Records for this task ::
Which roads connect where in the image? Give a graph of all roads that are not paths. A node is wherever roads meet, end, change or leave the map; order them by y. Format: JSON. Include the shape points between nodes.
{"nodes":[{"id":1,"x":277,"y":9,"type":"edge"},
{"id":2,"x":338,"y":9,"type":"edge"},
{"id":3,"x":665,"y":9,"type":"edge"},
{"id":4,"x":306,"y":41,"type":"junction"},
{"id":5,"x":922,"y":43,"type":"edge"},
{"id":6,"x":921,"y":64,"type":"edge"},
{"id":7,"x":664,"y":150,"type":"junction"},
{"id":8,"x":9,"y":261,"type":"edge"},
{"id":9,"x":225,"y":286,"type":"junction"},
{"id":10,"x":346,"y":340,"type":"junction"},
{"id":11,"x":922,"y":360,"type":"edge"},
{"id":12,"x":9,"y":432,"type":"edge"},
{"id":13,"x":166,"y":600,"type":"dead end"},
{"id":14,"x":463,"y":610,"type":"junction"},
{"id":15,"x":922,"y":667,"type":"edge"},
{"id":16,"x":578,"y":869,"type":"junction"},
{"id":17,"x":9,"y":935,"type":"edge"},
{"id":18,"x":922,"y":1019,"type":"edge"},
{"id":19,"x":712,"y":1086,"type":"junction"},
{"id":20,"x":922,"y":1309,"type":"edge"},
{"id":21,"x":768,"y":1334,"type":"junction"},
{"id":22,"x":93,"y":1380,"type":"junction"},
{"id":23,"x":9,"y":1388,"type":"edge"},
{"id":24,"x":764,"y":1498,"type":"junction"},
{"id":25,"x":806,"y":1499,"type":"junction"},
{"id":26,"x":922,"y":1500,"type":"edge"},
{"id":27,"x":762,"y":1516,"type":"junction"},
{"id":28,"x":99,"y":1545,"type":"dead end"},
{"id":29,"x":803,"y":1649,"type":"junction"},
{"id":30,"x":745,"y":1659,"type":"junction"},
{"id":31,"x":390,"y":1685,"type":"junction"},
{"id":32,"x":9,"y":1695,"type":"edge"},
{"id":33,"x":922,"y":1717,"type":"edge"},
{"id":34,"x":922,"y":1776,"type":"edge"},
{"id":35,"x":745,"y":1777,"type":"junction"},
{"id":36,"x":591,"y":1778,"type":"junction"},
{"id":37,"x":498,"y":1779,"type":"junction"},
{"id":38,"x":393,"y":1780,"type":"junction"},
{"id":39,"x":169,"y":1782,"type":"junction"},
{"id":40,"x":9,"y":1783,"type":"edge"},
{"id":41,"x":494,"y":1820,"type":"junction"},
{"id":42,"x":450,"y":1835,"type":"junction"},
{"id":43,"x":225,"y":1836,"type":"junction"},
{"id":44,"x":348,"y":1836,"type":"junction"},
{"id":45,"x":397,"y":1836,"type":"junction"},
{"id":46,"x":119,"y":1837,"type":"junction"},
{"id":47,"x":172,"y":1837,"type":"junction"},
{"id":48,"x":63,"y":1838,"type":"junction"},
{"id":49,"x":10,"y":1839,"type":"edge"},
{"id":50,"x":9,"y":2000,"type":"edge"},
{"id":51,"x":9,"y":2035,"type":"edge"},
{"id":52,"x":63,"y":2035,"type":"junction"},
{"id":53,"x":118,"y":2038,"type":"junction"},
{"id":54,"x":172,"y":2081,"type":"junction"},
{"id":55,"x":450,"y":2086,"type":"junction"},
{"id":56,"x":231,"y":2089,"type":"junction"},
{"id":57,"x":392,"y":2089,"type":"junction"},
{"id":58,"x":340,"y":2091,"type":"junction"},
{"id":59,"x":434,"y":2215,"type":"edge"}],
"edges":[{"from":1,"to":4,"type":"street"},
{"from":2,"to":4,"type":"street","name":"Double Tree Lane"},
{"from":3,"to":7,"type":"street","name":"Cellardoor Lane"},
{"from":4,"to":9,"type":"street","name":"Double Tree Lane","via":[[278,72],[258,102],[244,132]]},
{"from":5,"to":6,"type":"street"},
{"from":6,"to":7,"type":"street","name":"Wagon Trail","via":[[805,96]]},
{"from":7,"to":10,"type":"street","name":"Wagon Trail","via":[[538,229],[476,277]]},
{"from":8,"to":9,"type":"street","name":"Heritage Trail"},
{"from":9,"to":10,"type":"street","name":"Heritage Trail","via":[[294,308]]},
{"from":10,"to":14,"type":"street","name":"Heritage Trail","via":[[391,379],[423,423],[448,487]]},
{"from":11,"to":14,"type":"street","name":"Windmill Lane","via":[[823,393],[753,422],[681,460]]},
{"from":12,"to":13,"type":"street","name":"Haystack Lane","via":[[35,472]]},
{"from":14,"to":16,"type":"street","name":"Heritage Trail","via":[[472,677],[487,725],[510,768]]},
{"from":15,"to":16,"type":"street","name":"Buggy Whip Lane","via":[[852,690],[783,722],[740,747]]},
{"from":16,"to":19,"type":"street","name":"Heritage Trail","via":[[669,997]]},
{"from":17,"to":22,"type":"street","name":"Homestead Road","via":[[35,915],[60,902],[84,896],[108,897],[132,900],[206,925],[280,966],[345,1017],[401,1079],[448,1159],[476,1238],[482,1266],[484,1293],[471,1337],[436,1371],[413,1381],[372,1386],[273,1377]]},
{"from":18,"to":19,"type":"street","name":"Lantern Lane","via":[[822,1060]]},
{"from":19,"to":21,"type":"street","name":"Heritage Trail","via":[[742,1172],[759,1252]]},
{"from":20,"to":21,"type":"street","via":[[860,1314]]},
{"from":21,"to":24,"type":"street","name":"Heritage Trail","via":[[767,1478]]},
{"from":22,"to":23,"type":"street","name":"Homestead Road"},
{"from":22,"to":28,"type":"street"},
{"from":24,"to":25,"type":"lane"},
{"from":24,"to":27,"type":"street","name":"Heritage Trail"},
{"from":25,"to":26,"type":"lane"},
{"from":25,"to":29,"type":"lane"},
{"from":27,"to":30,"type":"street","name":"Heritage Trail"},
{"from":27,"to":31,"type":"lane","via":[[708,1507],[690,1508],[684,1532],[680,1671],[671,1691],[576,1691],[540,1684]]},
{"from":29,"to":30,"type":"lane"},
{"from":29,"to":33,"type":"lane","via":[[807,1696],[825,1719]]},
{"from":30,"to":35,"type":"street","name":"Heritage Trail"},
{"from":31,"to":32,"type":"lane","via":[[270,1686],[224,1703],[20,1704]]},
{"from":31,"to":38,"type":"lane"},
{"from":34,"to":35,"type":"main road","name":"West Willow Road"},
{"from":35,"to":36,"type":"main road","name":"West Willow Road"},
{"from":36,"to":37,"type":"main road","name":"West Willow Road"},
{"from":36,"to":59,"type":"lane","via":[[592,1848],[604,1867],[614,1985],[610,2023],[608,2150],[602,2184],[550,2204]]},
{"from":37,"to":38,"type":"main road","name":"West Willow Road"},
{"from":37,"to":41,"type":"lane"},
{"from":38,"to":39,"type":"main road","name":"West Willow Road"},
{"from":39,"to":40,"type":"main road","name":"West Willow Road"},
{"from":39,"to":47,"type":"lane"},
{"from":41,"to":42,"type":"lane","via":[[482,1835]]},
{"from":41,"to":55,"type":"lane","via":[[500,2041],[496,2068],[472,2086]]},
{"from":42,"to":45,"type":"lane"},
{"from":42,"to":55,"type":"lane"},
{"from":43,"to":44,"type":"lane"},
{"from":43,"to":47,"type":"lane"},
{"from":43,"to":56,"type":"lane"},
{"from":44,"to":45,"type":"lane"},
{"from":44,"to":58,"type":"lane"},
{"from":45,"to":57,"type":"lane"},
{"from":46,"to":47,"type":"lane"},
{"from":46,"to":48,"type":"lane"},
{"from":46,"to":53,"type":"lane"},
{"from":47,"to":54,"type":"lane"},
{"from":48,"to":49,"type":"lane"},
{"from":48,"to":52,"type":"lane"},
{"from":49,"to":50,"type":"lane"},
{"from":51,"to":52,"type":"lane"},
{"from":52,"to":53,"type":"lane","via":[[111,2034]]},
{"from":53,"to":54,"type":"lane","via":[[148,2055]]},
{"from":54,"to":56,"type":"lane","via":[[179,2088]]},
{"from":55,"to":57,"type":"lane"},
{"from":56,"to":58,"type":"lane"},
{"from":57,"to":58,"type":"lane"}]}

Activity :: State how many lines of the listing contain the word "Double", giving the number by itself.

Answer section :: 2